The Internet can be a harsh place; if someone isn’t interested in you, they don’t let you down easy or sugarcoat to save your feelings. They simply click away, sometimes mid-conversation, sometimes before you’ve even gotten more than a few words out. And worse, you can’t even ask them why.

Or can you?

Only the toughest, smartest video marketers succeed in such a challenging environment. How do they do it? With attention span data. It’s your key to finding out what your audience truly thinks of your content.

First things first: You can’t please everyone.

Not every viewer who clicks on your video will watch to the end and become a customer. That’s okay. You don’t need 100% attention span from everyone. In fact, no matter how good your video is, you never had a chance of converting drop-offs who weren’t actually interested.
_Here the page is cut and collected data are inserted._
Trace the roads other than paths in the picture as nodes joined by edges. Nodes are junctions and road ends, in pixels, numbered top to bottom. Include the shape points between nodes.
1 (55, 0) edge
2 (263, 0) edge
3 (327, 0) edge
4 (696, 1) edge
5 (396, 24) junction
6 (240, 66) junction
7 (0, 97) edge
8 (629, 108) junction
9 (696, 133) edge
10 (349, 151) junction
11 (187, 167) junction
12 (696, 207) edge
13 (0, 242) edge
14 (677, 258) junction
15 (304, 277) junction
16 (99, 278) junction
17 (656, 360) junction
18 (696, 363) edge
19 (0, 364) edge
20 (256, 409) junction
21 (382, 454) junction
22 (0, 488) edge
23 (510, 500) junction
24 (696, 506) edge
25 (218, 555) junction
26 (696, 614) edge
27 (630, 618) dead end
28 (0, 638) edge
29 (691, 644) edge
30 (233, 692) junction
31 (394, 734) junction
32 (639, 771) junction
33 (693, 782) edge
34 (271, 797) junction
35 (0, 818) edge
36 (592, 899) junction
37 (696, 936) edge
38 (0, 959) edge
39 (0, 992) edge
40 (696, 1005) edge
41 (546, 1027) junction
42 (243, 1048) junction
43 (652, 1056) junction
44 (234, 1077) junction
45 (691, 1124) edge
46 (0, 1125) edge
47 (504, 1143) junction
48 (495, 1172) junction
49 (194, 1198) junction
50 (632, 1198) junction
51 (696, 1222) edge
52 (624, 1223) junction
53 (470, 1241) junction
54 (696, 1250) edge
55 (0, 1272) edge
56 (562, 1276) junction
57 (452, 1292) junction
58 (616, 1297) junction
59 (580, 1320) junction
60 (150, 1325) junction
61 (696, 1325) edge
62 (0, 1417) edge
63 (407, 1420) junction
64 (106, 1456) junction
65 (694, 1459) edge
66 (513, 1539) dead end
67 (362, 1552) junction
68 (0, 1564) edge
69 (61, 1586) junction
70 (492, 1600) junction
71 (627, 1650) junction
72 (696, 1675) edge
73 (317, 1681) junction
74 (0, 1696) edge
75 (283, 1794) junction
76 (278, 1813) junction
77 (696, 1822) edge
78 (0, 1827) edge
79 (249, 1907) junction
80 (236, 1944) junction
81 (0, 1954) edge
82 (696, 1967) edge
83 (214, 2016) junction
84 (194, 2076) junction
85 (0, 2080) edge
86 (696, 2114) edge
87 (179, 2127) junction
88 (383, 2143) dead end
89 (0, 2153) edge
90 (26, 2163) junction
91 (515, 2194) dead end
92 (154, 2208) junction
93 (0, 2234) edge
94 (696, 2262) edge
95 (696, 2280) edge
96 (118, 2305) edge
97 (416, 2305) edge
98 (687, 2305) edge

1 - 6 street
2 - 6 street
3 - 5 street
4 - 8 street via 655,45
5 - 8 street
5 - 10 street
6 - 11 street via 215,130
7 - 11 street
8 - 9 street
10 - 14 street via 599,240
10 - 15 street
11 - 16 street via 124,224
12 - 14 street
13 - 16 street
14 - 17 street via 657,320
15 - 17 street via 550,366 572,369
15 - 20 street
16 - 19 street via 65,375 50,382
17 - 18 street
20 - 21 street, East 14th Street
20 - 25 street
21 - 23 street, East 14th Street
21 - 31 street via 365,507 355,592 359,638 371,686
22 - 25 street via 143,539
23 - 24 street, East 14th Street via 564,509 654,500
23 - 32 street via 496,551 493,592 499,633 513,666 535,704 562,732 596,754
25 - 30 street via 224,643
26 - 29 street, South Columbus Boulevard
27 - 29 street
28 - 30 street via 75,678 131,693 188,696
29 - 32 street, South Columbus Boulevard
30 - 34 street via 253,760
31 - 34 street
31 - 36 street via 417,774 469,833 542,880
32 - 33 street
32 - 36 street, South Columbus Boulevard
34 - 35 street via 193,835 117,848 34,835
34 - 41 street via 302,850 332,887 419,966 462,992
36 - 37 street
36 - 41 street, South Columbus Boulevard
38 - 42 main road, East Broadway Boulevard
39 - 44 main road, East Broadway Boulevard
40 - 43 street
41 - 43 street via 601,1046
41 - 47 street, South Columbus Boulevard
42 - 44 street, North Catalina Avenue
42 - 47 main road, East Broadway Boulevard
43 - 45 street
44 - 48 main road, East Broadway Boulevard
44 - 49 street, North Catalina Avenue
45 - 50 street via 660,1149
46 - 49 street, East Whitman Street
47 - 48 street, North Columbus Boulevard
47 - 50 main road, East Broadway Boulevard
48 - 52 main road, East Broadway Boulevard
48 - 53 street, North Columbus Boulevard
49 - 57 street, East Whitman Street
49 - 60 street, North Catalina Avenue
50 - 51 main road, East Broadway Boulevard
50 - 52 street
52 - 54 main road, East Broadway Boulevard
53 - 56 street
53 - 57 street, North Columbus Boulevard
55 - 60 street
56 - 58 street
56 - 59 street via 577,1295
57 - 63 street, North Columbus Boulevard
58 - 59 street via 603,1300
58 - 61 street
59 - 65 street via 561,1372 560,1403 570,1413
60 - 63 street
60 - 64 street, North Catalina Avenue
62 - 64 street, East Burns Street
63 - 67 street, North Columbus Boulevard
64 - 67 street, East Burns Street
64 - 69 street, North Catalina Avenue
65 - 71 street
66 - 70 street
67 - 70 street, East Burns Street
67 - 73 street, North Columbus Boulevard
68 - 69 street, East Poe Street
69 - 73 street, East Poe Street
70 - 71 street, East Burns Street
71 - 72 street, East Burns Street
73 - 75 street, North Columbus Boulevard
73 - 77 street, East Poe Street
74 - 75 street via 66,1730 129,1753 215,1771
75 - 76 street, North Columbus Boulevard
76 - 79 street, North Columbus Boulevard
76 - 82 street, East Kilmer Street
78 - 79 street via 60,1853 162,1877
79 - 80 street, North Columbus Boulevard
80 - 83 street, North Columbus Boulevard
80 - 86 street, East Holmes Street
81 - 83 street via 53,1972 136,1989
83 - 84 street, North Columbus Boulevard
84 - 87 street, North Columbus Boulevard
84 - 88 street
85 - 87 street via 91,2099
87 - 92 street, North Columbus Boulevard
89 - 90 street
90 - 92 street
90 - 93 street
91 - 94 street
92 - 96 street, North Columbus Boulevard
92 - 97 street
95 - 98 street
You simply need the people who are actually interested in your product to keep watching.

But, if you are losing more viewers during your videos than you think you should be, don’t just ignore the content and publish another and another and another video hoping one of them will perform well. Doing so will only clutter your library, make it harder for you to scale as your content and needs grow, and diminish your polished, professional brand in the eyes of potential and current customers. A library of redundant and useless videos will only drive your viewers away from your other, potentially top-performing content.

Instead, it’s a much better idea to use attention span data to edit and optimize your current videos to increase engagement. Don’t gasp and make that face at me – unless your name is Peter Jackson, you have no business trying to make people watch 9 hours of footage about walking.


With attention span data, editing isn’t scary, and the benefits are huge.

How can attention span data help?

Attention span data can help you figure out how your video content is performing, and why. An attention span chart for a video inside Vidyard could look something like this:


This chart shows the data for a product demo video created by marketing automation software company Act-On. The darker green color indicates that the original product demo video was over 24 minutes long, and only about 10% of viewers watched until the end.

After looking at this engagement data, Act-On knew what they had to do to increase engagement and retain more viewers: shorten the video. The lighter green color in the chart shows the attention span data for the edited version of the video. The video was shortened to just over 9 minutes long, and had an increased audience retention rate of more than 20%!

Total video length can be a significant factor for viewer drop-off; audiences feel they don’t have the time to watch long videos when a short one would do just as well. But length isn’t the only reason people may click away from your content.

Viewers dropping off at the beginning?

Look at the data to understand where you’re losing the significant portion of your audience. What is going on in your video during that time? If people are dropping off at the beginning of the video, perhaps the goal of your content is unclear; viewers may have clicked on it expecting to get different information than what was actually offered. In this case, your content may need an overhaul to realign it not only with your video strategy, but with the content journey you would like your audience to take as they move through the sales funnel.

Or, early drop-off may also be improved by simple edits like a change in title or thumbnail image to better explain what the video is about.

The average viewer’s attention span is now considered to be 8 seconds long, so long intros will also contribute to early drop-off rates. Cut out unnecessary intro shots or text. You can check out this post for more ideas on how to edit your video for short attention spans.

Or are they dropping off somewhere in the middle?

Now that you have a strong start, how is your content performing throughout the rest of your video? If your video is filled with a talking head and nothing else, no matter how good the message is, viewers will click away. Consider adding b-roll footage to your video. Interesting footage and good quality, well-suited music that fit your brand will increase engagement.

Perhaps your video data shows that viewers are dropping off at one specific point in your video. What’s going on in that moment? How can you tighten it up to move the viewer more quickly from point to point? Or, perhaps the data is telling you that the video should be broken up into two (or more) pieces of content so that the viewer isn’t bogged down with more than one key message.

Do you reference something in your video at the point where the audience is dropping off? For example, maybe you talk about an ebook available on your site. Viewers may be clicking off at this point in your video not because they aren’t interested in your content, but because they are searching for that ebook. This is where you can consider adding a pop-out call-to-action to your video; offer the audience a link to the ebook so they can view it after the video plays, rather than leaving altogether.

Are your viewers refusing to watch all the way to the end?

It’s true that many viewers won’t watch your video to the end. That’s why it’s vital to put your most important content at the beginning of the video to make sure that even if viewers drop off, they’re still engaging with your key message. But you don’t want people missing out on your final call-to-action; this CTA is what will help drive your audience further along your content journey, and through the sales funnel. So don’t wait to get the final message out there. Consider popping out your final CTA during the last ten seconds of your video, rather than waiting to display it until after the screen goes black.

Attention span data is your ear to the market; it’s your audience telling you what’s working and what’s not. No more assumptions, or just hoping your video will be a success. With this data, not only will your viewers enjoy your content, you’ll be sure to see impressive returns on your video marketing investment.

That should mean happy faces all around.